None of our rules will work on these functions and yet some of these functions are closer to the derivatives that we’re liable to run into than the functions in the first set.

Let’s take the first one for example. Back in the section on the definition of the derivative we actually used the definition to compute this derivative. In that section we found that,

\[R'\left( z \right) = \frac{5}{{2\sqrt {5z - 8} }}\]

If we were to just use the power rule on this we would get,

\[\frac{1}{2}{\left( {5z - 8} \right)^{ - \frac{1}{2}}} = \frac{1}{{2\sqrt {5z - 8} }}\]

which is not the derivative that we computed using the definition. It is close, but it’s not the same. So, the power rule alone simply won’t work to get the derivative here.

Let’s keep looking at this function and note that if we define,

\[f\left( z \right) = \sqrt z \hspace{0.25in}\hspace{0.25in}g\left( z \right) = 5z - 8\]

then we can write the function as a composition.

\[R\left( z \right) = \left( {f \circ g} \right)\left( z \right) = f\left( {g\left( z \right)} \right) = \sqrt {5z - 8} \]

and it turns out that it’s actually fairly simple to differentiate a function composition using the Chain Rule. There are two forms of the chain rule. Here they are.

Chain Rule

Suppose that we have two functions \(f\left( x \right)\) and \(g\left( x \right)\) and they are both differentiable.

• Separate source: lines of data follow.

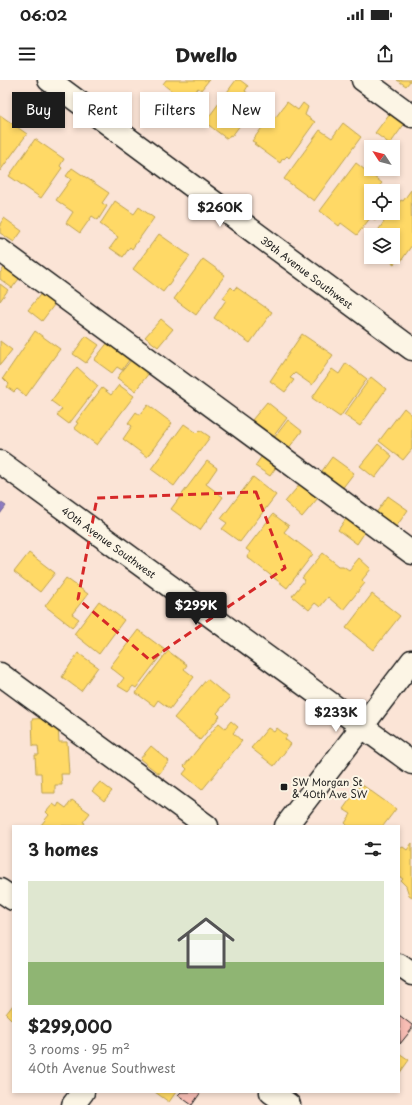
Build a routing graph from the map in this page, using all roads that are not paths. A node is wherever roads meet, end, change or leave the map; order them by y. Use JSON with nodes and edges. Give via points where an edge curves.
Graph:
{"nodes":[{"id":1,"x":48,"y":80,"type":"edge"},
{"id":2,"x":363,"y":80,"type":"edge"},
{"id":3,"x":412,"y":116,"type":"edge"},
{"id":4,"x":0,"y":250,"type":"edge"},
{"id":5,"x":412,"y":349,"type":"edge"},
{"id":6,"x":0,"y":462,"type":"edge"},
{"id":7,"x":412,"y":553,"type":"edge"},
{"id":8,"x":412,"y":661,"type":"edge"},
{"id":9,"x":0,"y":674,"type":"edge"},
{"id":10,"x":362,"y":726,"type":"junction"},
{"id":11,"x":412,"y":763,"type":"edge"},
{"id":12,"x":205,"y":825,"type":"edge"},
{"id":13,"x":287,"y":825,"type":"edge"},
{"id":14,"x":0,"y":890,"type":"edge"},
{"id":15,"x":12,"y":898,"type":"edge"},
{"id":16,"x":400,"y":966,"type":"edge"},
{"id":17,"x":412,"y":974,"type":"edge"},
{"id":18,"x":82,"y":1093,"type":"edge"},
{"id":19,"x":272,"y":1093,"type":"edge"},
{"id":20,"x":73,"y":1105,"type":"edge"},
{"id":21,"x":289,"y":1105,"type":"edge"}],
"edges":[{"from":1,"to":5,"type":"street","name":"39th Avenue Southwest"},
{"from":2,"to":3,"type":"street"},
{"from":4,"to":7,"type":"street"},
{"from":6,"to":10,"type":"street","name":"40th Avenue Southwest"},
{"from":8,"to":10,"type":"street"},
{"from":9,"to":12,"type":"street"},
{"from":10,"to":11,"type":"street","name":"40th Avenue Southwest"},
{"from":10,"to":13,"type":"street"},
{"from":14,"to":15,"type":"street"},
{"from":16,"to":17,"type":"street"},
{"from":18,"to":20,"type":"street"},
{"from":19,"to":21,"type":"street"}]}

  1. If we define \(F\left( x \right) = \left( {f \circ g} \right)\left( x \right)\) then the derivative of \(F\left( x \right)\) is, \[F'\left( x \right) = f'\left( {g\left( x \right)} \right)\,\,\,g'\left( x \right)\]
  2. If we have \(y = f\left( u \right)\) and \(u = g\left( x \right)\) then the derivative of \(y\) is, \[\frac{{dy}}{{dx}} = \frac{{dy}}{{du}}\,\,\frac{{du}}{{dx}}\]

Each of these forms have their uses, however we will work mostly with the first form in this class. To see the proof of the Chain Rule see the Proof of Various Derivative Formulas section of the Extras chapter.

Now, let’s go back and use the Chain Rule on the function that we used when we opened this section.

Example 1 Use the Chain Rule to differentiate \(R\left( z \right) = \sqrt {5z - 8} \).
Show Solution

We’ve already identified the two functions that we needed for the composition, but let’s write them back down anyway and take their derivatives.

\[\begin{array}{ll}f\left( z \right) = \sqrt z & \hspace{0.5in}g\left( z \right) = 5z - 8\\ f'\left( z \right) = \displaystyle \frac{1}{{2\sqrt z }} & \hspace{0.5in}g'\left( z \right) = 5\end{array}\]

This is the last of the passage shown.